Exercise details: For each line in the data below that has the word "pixels", copy that line.

=== Section Start ===

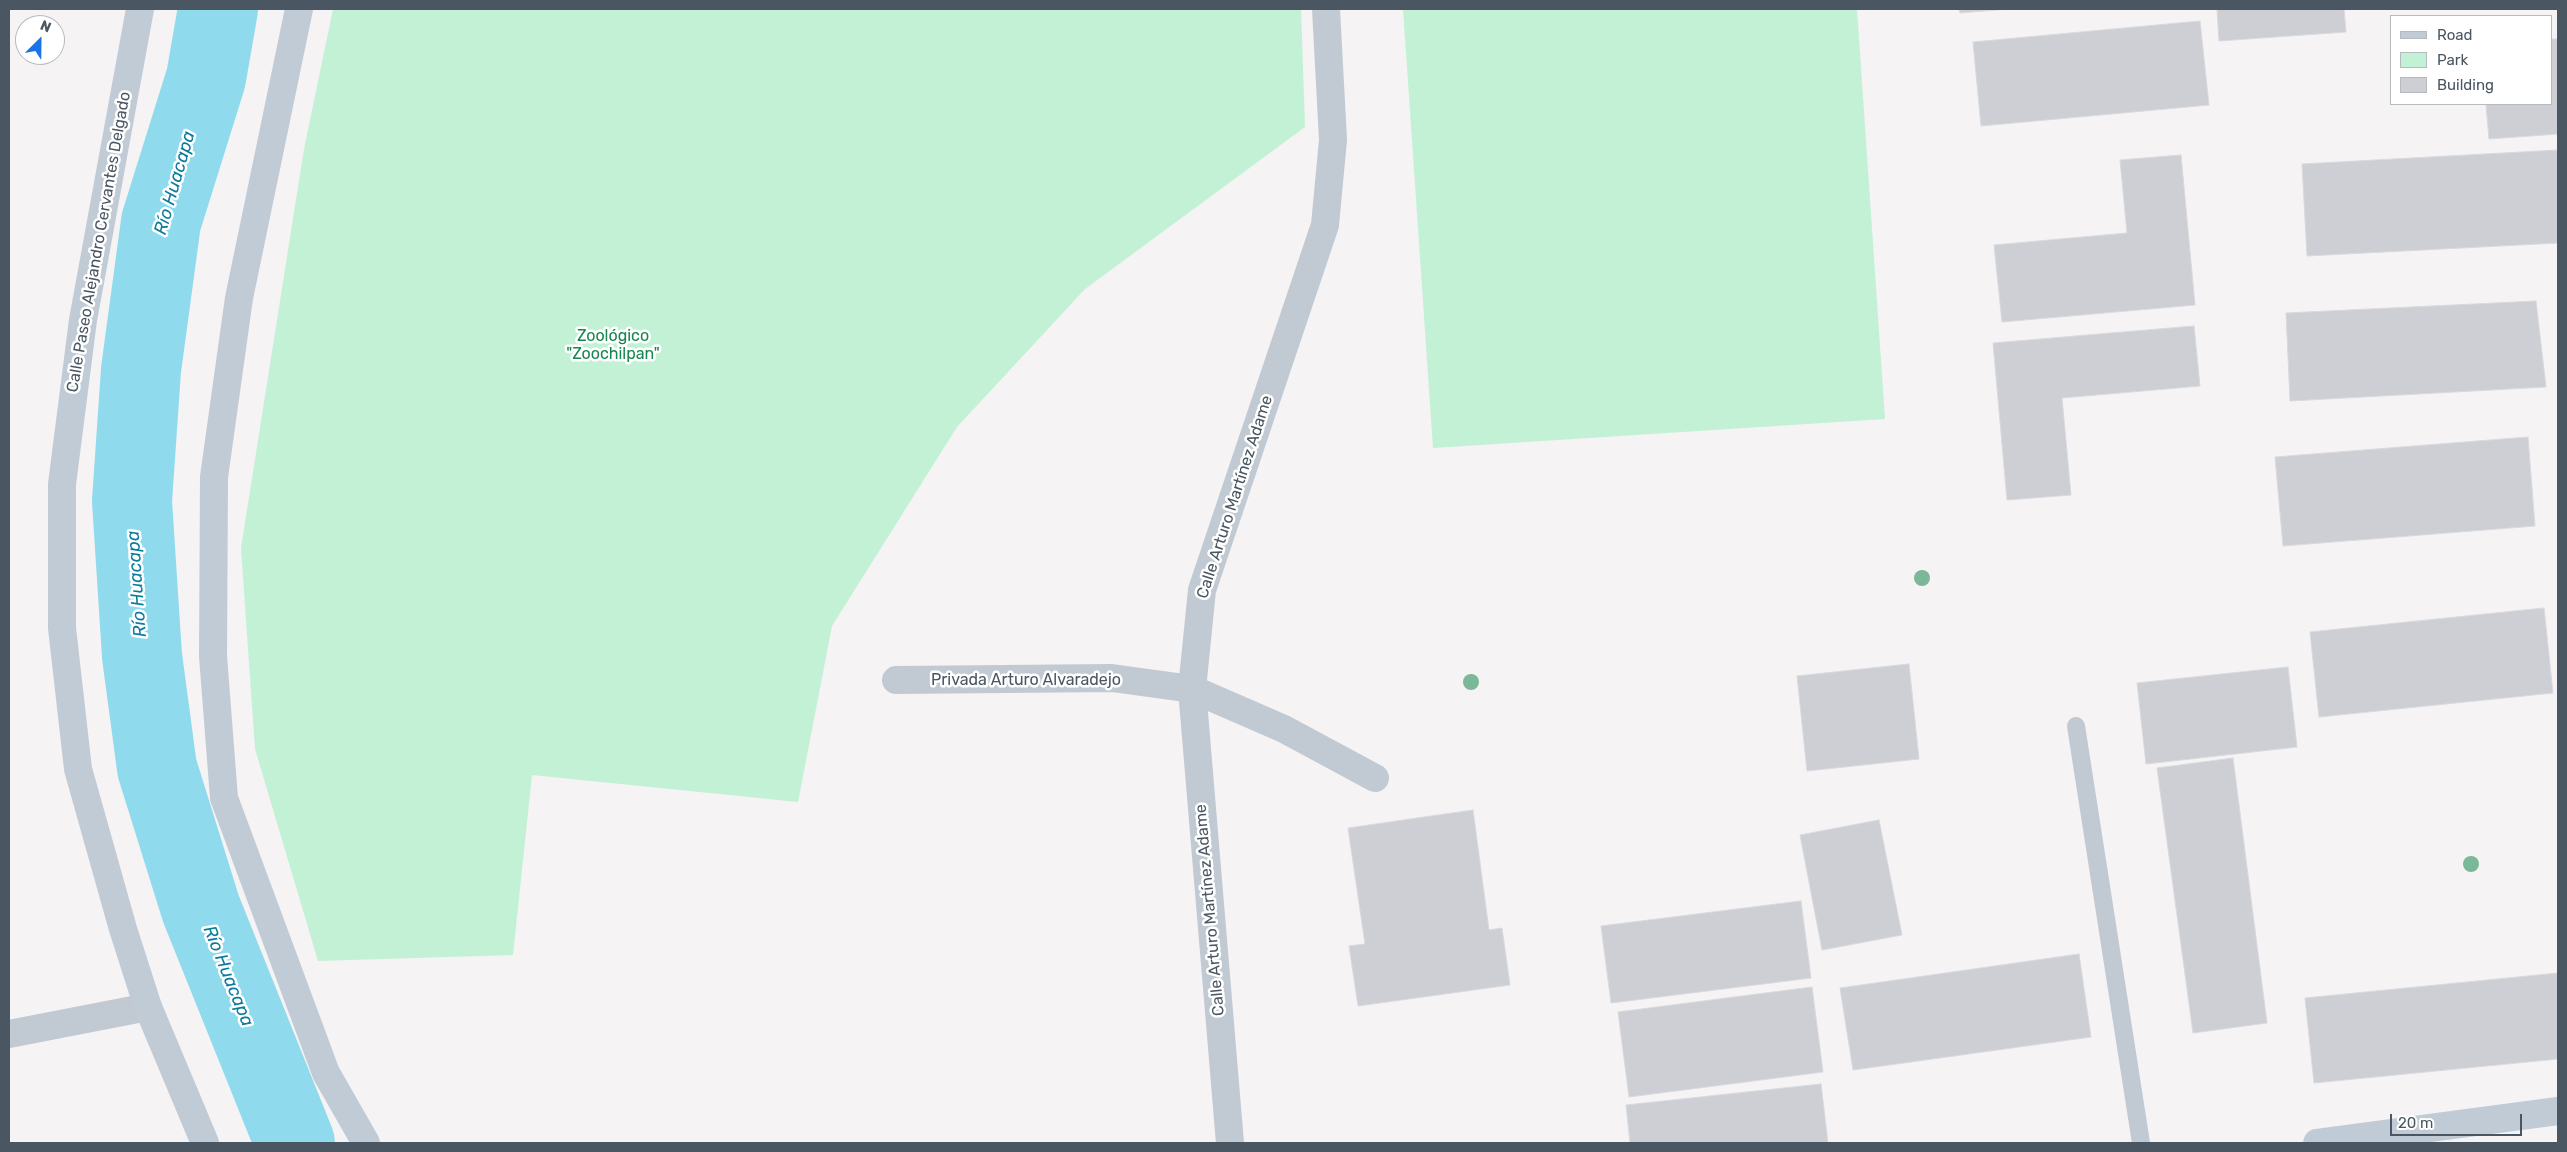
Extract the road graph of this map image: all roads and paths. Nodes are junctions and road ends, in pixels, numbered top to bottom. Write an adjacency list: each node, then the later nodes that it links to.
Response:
1 (140, 9): 8 (main road, Calle Paseo Alejandro Cervantes Delgado)
2 (300, 9): 12 (main road)
3 (1326, 9): 5 (street, Calle Arturo Martínez Adame)
4 (896, 680): 5 (street, Privada Arturo Alvaradejo)
5 (1192, 689): 7 (street, Privada Arturo Alvaradejo); 13 (street, Calle Arturo Martínez Adame)
6 (2076, 726): 14 (lane)
7 (1374, 778)
8 (148, 1007): 9 (street); 11 (main road, Calle Paseo Alejandro Cervantes Delgado)
9 (9, 1034)
10 (2558, 1111): 15 (main road)
11 (205, 1143)
12 (366, 1143)
13 (1230, 1143)
14 (2141, 1143)
15 (2317, 1143)

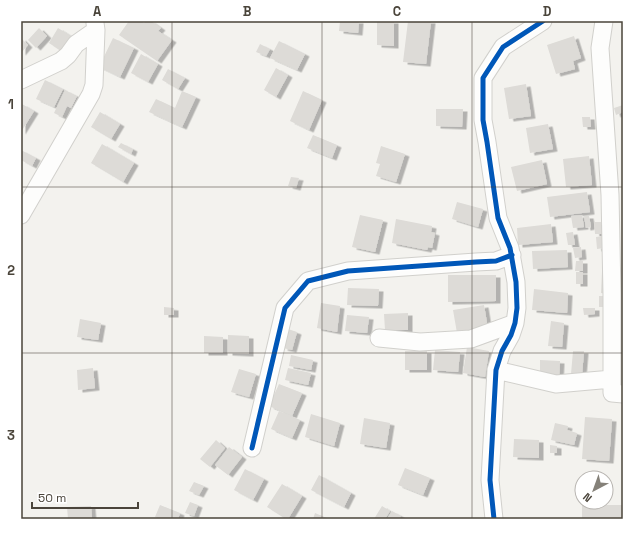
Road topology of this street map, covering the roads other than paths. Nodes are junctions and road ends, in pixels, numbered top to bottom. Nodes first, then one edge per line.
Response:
1 (543, 21) edge
2 (604, 21) edge
3 (95, 26) edge
4 (21, 80) edge
5 (21, 215) edge
6 (512, 255) junction
7 (617, 293) edge
8 (515, 323) junction
9 (379, 338) dead end
10 (496, 370) junction
11 (612, 379) junction
12 (623, 394) edge
13 (252, 448) dead end
14 (494, 519) edge

1 - 6 street
2 - 7 street
3 - 4 street
3 - 5 street
6 - 8 street
6 - 13 street
7 - 11 street
8 - 9 street
8 - 10 street
10 - 11 street
10 - 14 street
11 - 12 street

=== Section End ===

Exercise response:
Extract the road graph of this map image: all roads and paths. Nodes are junctions and road ends, in pixels, numbered top to bottom. Write an adjacency list: each node, then the later nodes that it links to.
Road topology of this street map, covering the roads other than paths. Nodes are junctions and road ends, in pixels, numbered top to bottom. Nodes first, then one edge per line.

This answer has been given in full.